また、親族に依頼する方法や第三者に委任して申請を行う方法もあります。
以下では、除籍謄本の取り方について4つの方法を確認しましょう。
窓口申請
戸籍に記載されている本人や親戚・相続に関係する人なら、本籍地のある市区町村役場に出向き、戸籍を扱っている窓口で直接申請することができます。

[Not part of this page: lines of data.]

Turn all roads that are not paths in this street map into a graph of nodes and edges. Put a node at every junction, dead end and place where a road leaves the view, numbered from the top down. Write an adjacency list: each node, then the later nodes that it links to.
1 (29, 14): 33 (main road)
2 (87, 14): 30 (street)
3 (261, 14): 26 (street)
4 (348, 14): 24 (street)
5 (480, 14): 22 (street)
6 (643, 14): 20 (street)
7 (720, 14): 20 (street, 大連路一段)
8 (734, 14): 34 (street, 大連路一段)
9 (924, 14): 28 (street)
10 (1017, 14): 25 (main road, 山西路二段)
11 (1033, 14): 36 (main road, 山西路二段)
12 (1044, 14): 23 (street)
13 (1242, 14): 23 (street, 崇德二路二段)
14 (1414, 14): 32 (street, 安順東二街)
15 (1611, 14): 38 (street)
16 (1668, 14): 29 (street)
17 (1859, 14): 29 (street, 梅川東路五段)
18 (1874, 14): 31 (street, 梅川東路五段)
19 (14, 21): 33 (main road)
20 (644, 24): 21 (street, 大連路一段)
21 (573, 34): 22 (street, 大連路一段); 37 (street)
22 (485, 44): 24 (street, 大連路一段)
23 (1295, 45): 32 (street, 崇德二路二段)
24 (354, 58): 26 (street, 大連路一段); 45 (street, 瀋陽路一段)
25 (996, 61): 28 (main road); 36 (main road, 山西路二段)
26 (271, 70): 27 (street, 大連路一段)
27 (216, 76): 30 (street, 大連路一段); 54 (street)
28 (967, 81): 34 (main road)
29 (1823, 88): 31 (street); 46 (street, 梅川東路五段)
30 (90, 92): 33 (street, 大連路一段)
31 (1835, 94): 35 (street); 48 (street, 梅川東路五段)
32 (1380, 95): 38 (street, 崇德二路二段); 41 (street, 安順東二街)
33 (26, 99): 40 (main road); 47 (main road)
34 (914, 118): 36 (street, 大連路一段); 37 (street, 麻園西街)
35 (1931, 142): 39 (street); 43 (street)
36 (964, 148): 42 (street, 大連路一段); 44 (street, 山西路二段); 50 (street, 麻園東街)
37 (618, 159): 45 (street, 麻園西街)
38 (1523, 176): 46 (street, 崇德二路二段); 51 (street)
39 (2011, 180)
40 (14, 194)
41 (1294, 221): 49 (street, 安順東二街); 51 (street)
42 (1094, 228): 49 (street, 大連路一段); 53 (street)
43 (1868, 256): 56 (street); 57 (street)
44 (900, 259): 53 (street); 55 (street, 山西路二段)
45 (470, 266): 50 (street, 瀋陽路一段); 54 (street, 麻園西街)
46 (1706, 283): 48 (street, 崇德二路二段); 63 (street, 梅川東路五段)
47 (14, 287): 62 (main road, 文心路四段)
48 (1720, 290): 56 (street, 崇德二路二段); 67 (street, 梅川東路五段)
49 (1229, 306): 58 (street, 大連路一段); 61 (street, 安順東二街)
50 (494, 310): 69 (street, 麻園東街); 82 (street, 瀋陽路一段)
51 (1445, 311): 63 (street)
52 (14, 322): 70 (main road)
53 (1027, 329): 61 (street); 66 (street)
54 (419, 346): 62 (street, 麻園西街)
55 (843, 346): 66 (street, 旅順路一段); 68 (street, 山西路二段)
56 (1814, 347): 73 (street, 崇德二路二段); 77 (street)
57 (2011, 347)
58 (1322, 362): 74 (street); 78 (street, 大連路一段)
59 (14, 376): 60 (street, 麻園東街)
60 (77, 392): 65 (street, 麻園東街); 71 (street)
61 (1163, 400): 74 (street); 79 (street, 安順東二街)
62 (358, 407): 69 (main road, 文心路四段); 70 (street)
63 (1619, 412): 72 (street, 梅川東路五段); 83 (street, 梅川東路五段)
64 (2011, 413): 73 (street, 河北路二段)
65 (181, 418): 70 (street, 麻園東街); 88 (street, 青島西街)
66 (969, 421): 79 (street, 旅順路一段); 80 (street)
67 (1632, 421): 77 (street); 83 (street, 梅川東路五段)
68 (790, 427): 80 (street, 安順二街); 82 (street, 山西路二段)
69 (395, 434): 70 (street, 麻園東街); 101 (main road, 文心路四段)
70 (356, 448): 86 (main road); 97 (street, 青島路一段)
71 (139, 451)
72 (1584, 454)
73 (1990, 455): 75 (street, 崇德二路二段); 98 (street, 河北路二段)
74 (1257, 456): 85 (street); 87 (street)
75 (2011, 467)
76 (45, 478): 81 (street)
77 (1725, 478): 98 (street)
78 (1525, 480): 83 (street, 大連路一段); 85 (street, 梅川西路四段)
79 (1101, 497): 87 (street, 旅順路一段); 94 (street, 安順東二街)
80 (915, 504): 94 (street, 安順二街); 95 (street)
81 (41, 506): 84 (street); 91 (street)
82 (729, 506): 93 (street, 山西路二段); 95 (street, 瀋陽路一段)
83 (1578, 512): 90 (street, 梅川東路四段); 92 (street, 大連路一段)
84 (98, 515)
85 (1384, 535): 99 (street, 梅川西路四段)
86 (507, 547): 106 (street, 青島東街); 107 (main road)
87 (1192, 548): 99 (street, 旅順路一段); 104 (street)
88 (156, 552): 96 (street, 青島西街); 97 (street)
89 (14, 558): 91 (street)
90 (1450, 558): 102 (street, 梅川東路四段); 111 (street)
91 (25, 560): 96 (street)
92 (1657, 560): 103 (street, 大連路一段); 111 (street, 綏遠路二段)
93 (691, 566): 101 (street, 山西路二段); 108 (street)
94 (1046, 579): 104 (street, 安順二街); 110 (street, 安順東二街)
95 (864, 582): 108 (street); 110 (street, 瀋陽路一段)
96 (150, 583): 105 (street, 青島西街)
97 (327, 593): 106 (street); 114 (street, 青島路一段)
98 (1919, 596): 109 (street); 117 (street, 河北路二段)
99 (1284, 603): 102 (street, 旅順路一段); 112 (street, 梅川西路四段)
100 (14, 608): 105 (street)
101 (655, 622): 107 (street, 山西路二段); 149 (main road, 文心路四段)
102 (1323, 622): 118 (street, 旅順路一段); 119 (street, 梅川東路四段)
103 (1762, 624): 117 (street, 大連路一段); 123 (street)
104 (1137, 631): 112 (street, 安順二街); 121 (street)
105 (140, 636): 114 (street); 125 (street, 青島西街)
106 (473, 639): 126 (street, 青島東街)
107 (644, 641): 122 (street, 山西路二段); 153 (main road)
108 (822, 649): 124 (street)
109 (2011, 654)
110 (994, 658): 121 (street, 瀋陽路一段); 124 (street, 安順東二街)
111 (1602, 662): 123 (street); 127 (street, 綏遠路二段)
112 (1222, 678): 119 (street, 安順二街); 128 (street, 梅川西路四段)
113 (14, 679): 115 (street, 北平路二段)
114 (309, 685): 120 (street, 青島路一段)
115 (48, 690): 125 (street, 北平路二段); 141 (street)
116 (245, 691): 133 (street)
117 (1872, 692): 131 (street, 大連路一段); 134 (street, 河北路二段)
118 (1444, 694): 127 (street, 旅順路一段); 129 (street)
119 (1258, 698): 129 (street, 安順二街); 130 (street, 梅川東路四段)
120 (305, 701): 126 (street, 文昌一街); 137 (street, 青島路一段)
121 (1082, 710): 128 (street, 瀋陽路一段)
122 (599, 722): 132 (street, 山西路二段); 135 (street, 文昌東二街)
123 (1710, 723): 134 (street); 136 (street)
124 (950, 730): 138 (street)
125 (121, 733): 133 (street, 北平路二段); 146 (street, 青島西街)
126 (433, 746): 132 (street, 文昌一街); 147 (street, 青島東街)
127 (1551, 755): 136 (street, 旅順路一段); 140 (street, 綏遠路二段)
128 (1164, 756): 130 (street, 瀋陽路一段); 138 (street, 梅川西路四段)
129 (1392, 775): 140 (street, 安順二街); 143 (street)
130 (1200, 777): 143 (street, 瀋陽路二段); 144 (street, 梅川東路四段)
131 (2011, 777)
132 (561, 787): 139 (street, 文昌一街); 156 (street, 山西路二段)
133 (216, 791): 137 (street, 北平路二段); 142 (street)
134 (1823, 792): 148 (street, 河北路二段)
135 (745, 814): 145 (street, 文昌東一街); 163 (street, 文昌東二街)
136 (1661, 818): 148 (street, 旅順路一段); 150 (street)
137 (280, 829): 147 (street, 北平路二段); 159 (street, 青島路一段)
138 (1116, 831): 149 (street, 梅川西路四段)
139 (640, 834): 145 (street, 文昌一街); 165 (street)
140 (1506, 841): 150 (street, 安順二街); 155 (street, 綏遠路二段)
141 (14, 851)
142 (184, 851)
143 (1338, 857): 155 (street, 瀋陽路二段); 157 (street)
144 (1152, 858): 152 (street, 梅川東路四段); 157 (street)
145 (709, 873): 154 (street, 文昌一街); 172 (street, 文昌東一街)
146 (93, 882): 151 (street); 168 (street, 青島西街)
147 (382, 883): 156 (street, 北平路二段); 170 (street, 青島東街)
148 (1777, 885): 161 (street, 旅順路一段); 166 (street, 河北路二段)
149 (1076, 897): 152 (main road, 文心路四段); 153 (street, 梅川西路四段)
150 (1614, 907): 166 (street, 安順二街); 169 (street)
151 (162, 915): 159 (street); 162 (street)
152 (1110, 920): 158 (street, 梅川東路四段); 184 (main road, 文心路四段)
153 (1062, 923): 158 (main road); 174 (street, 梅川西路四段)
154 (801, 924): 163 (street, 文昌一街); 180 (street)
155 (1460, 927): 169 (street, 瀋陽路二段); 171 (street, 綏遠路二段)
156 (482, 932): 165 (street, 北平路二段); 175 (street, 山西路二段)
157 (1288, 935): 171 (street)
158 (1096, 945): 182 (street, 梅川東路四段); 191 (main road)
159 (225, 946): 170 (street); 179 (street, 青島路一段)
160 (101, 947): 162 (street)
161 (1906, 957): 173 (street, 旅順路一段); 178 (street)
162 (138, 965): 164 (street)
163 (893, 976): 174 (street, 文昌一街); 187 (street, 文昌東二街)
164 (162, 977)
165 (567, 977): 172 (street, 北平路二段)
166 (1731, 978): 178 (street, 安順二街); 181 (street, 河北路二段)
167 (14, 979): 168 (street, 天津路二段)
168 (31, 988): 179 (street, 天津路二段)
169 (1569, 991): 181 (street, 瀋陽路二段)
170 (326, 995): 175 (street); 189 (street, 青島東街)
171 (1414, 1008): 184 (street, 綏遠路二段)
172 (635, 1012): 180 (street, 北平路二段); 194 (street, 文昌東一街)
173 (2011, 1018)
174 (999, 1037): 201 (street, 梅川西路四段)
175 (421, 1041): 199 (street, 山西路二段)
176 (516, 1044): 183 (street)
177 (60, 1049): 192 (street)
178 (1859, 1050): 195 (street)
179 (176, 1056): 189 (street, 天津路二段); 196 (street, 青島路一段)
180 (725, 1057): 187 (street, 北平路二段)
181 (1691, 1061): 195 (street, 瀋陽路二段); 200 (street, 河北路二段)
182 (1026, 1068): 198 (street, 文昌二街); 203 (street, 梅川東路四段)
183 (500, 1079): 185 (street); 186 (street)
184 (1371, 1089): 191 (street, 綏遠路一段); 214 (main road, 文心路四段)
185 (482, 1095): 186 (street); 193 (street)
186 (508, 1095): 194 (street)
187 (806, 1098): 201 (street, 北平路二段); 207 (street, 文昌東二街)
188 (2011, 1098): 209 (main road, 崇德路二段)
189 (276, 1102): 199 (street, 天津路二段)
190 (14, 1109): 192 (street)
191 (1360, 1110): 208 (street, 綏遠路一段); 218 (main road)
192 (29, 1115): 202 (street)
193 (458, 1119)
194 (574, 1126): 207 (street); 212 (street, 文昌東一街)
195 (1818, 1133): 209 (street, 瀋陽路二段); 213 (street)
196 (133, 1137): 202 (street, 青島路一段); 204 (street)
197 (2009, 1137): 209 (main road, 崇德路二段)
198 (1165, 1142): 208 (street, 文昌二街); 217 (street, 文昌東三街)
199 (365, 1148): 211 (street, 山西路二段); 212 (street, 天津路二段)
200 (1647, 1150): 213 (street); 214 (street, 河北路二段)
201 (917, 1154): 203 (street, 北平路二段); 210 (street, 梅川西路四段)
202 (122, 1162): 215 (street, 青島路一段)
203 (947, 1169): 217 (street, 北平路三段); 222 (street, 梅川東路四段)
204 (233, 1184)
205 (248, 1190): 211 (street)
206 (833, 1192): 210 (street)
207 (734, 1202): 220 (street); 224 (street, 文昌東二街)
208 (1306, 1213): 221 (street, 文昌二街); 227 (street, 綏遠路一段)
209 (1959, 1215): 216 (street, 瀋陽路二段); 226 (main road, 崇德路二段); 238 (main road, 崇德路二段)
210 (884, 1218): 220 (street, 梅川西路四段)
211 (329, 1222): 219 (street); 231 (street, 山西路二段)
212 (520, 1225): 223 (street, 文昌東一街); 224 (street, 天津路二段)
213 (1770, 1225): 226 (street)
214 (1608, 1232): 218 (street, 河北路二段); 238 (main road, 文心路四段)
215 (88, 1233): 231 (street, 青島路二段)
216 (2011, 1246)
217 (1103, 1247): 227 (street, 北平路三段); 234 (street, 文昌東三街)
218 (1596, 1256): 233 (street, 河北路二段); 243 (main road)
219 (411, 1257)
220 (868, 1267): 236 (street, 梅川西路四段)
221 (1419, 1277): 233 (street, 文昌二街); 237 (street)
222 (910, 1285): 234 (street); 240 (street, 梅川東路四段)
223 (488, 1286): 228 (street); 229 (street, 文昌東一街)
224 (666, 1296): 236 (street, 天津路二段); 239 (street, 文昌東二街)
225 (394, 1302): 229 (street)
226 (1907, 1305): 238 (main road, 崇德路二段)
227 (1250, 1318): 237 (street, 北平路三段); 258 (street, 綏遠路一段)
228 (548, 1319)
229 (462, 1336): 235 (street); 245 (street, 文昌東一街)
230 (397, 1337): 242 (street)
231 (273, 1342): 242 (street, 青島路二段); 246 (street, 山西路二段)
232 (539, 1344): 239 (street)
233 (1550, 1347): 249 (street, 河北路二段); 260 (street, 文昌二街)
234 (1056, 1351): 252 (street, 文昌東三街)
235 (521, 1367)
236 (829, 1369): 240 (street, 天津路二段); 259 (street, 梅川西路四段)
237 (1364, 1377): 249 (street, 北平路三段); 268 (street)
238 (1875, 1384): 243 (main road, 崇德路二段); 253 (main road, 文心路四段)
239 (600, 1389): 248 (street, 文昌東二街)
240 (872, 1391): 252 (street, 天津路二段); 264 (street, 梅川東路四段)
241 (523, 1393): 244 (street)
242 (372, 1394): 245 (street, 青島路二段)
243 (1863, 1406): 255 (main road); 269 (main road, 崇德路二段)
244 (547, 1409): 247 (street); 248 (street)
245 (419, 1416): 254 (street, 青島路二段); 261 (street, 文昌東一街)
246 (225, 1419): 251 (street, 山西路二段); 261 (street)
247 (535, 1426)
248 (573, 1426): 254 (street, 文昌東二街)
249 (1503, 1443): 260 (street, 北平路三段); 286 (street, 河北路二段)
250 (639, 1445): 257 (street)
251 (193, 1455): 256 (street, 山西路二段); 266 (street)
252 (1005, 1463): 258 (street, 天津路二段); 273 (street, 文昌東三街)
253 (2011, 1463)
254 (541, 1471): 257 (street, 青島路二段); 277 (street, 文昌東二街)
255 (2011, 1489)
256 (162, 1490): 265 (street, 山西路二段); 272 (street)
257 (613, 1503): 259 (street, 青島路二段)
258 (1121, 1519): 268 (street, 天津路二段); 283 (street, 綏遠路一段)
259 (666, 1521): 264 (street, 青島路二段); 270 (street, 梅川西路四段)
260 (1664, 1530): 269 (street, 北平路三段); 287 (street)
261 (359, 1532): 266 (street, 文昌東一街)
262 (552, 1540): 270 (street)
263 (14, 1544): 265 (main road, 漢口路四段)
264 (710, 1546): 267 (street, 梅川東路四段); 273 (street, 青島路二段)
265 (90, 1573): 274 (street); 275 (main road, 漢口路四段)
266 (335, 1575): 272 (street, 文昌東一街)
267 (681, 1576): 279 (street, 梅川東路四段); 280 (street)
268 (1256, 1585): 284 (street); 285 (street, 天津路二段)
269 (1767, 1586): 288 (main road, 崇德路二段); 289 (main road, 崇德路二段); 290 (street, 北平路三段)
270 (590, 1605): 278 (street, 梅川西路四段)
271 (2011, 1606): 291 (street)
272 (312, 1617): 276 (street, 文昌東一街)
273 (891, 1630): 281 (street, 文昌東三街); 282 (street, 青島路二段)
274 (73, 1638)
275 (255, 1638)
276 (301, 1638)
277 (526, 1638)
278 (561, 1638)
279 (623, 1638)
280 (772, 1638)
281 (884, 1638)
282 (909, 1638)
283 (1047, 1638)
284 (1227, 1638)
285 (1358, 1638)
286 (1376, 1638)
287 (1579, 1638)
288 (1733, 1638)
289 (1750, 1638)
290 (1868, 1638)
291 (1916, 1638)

窓口で使用目的を告げて相談すれば過不足なく取得できるため、戸籍などの書類を取得することに慣れていない方にもおすすめです。
取得手続きの流れと手数料
通常、窓口では、平日の開庁時間に受付と発行が行われています。
窓口には請求用紙が備え付けられているため、その場で必要事項を記入して提出します。
窓口では記入方法が分からない場合でも担当者に確認しながら記入できるため安心です。
提出時には、請求者の本人確認書類の他、請求した戸籍に請求者が記載されていない場合は、戸籍謄本など関係が確認できる書類が必要になります。
取得費用は、1通について750円です。
窓口申請用の請求書について、横浜市の様式を用いて作成した記入例を紹介します。
郵送請求
本籍地が遠方にある場合は、郵送で請求することもできます。
往復の郵送に日数もかかるため、窓口申請のような迅速性では劣るものの、わざわざ市区町村役場に出向く必要がないため便利です。
取得手続きの流れと手数料
郵送で請求する場合は、請求書の他、必要書類や手数料を同封しなければならないため、事前の準備が必要になります。
また、請求書の記載内容に不備がある場合や必要書類が不足している場合、手数料が足りない場合などは処理が滞ってしまうことに注意が必要です。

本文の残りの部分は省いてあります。